To set yourself up for success – and avoid any headaches – here’s a look at the 4 biggest mistakes made in estate planning and how to circumvent them.
1. Choosing The Wrong Executor
Most people will look to make their loved ones executor of their estate. It seems to be the most obvious solution. After all, why wouldn’t you choose the person closest to you to handle your estate? However, this may not always be the best solution when it comes to protecting your best interests.
The purpose of naming an executor is to ensure that your wishes get carried out upon your passing. This is pivotal for protecting your assets from sustaining unwanted losses, distributing among beneficiaries, or being subjected to avoidable taxes.
By partnering with a qualified estate planning lawyer, you’ll have someone by your side to guide you through the process and vet potential executors to ensure they’re equipped for the role. It’s not uncommon for a lawyer to suggest picking a third party executor. By doing so, all your wishes will be carried out as desired while ensuring other factors – such as emotion-related elements – don’t play a role in the equation.
Keep in mind that money can sometimes be a difficult, and even uncomfortable, topic of conversation, and choosing a third party may be a better decision than a loved one.
2. Failing to Properly Set up a Trust
Setting up a trust is an integral component of estate planning. When not established properly, it could wind up becoming a costly mistake. Let’s first comb over the purpose of a trust account to get a better understanding of how they function.
- A trust acts as protection of assets from creditors.
- Financial details, such as debts, assets, beneficiaries and more are kept private.
- A trust will distribute the estate properly during the specified timeframe.
People commonly forget to transition their assets into the appropriate trust. Assets include cash, stocks, mutual funds and even real estate. Clients can avoid long and tedious probate processes by properly moving their assets into a trust.
3. Having Children as Primary Beneficiaries
Designating children as beneficiaries may seem like an easy and obvious thing to do, but in reality, it actually complicates the estate planning process. This means that creditors will have access to any assets and savings that were allocated towards your kids. To avoid any unwanted messes, it’s recommended to not name children as beneficiaries as they may run into credit debt or financial problems as they grow up.
4. Excessive Gift-Giving
There are occasions where people opt to simply give away their assets without a second thought.

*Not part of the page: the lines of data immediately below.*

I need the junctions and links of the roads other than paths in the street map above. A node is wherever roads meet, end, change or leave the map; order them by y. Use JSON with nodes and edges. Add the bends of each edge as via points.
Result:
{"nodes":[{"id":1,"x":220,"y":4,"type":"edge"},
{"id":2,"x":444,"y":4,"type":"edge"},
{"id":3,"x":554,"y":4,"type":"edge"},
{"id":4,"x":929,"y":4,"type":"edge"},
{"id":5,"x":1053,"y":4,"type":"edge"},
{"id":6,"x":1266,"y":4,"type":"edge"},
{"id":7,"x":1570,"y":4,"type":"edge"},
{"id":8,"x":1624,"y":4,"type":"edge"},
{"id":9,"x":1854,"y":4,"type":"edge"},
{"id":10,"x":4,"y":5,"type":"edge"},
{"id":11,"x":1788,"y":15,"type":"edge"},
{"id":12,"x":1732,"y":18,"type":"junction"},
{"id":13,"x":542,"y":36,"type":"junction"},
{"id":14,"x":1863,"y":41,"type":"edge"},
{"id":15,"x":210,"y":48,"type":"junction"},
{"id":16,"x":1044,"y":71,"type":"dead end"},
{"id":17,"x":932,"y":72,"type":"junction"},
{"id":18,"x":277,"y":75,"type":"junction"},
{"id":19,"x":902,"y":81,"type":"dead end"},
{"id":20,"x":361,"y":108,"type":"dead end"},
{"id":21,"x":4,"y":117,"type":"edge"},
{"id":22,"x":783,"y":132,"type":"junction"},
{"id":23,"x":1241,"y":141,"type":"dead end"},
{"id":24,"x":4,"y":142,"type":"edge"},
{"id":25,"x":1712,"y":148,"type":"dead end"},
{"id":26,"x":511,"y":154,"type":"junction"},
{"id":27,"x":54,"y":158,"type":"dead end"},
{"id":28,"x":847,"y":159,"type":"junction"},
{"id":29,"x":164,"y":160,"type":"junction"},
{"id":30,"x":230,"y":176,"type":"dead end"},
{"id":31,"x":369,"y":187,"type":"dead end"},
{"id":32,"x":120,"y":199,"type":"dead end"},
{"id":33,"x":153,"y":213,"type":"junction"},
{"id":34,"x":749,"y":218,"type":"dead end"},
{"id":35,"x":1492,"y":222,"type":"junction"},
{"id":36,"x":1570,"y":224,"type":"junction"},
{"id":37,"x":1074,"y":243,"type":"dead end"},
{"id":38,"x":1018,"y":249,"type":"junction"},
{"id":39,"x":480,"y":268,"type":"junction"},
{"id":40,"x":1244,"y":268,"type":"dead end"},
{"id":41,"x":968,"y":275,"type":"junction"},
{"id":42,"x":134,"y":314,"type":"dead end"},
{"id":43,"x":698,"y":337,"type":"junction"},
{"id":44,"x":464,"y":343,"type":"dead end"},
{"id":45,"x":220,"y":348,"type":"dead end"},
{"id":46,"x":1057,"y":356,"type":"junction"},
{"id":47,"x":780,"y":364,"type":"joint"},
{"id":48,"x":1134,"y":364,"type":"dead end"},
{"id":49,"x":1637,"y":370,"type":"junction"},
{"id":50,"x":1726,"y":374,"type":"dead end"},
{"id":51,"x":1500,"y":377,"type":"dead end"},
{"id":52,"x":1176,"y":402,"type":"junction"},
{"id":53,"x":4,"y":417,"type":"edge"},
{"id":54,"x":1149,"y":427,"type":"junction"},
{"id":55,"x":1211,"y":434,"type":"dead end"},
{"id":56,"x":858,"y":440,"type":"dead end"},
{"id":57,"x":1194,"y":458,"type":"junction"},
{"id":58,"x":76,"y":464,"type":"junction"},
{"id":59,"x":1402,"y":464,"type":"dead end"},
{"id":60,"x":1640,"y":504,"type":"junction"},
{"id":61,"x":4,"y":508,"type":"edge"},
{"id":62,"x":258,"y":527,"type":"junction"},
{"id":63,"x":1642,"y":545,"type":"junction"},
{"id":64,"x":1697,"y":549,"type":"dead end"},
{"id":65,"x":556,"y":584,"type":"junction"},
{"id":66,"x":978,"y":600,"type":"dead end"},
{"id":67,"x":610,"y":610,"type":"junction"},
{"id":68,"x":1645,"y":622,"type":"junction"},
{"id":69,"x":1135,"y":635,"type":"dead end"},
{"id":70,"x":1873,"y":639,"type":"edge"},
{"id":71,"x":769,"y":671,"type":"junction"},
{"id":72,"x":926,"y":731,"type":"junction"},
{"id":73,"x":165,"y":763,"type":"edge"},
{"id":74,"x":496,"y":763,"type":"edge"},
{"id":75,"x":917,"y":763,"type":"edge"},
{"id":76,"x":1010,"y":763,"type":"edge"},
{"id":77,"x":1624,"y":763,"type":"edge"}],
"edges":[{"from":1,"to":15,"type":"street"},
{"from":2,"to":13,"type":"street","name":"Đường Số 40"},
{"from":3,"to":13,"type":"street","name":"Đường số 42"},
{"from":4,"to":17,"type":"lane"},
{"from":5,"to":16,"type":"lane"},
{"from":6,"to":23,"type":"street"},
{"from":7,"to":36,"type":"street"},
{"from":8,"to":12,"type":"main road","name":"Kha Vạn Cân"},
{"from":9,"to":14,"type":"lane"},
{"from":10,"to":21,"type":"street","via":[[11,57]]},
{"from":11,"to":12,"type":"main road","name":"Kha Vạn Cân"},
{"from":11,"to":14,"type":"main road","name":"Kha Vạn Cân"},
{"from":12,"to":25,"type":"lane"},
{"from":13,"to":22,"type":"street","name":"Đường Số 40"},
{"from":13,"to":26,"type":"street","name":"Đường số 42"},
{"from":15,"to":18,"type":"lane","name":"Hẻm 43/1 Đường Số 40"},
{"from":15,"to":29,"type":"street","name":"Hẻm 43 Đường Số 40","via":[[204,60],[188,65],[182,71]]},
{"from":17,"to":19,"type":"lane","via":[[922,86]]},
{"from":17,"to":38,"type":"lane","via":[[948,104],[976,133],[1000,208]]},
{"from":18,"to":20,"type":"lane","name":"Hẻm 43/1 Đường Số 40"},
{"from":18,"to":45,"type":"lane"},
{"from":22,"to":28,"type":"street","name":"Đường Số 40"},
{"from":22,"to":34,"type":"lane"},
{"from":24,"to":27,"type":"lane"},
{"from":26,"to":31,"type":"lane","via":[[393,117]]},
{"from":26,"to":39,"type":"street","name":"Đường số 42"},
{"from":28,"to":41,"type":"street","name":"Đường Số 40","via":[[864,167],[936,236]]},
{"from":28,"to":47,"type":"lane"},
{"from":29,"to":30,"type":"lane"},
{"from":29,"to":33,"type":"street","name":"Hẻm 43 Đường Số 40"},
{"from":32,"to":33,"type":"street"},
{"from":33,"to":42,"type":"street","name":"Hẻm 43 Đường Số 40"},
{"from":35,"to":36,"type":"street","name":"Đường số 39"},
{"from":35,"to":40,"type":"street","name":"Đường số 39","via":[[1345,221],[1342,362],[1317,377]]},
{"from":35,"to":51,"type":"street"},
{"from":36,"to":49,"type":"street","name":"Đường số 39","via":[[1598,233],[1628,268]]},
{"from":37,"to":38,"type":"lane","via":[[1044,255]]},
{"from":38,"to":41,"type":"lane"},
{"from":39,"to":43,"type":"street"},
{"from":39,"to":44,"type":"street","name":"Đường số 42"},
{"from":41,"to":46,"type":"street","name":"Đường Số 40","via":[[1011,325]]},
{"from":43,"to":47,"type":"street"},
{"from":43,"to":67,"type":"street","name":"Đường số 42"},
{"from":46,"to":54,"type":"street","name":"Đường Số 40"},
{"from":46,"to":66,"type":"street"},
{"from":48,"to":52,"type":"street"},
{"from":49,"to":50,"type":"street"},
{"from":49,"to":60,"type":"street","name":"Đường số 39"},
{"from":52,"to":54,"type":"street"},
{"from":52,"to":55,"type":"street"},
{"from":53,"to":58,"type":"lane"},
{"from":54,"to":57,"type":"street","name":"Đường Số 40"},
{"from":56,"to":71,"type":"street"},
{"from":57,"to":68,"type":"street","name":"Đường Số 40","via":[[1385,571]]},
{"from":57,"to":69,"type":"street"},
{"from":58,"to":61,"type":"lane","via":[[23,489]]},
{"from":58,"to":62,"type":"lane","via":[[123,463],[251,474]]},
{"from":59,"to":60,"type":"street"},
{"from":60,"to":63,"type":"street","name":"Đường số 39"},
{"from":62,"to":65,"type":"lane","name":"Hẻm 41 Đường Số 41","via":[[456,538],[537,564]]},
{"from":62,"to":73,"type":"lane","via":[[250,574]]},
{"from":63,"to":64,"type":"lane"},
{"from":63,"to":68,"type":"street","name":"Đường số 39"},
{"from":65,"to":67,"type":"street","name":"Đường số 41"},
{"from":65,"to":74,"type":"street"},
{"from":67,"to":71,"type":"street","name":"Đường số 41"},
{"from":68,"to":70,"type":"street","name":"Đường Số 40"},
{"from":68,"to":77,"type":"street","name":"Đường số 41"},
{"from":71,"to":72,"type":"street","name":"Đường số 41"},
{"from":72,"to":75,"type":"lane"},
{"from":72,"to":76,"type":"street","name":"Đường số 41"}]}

Rather than navigating the estate planning process, they oftentimes believe it’s in their best interest to simply give all their assets away prior to passing.
Tax penalties are ever-changing regarding both gift giving and estate taxes. To help ensure your assets are not subject to excessive taxes, it’s important to consult with a financial advisor and estate planning attorney who have experience in determining the best ways to avoid large tax payouts and help keep inheritance in the hands of your family or beneficiaries.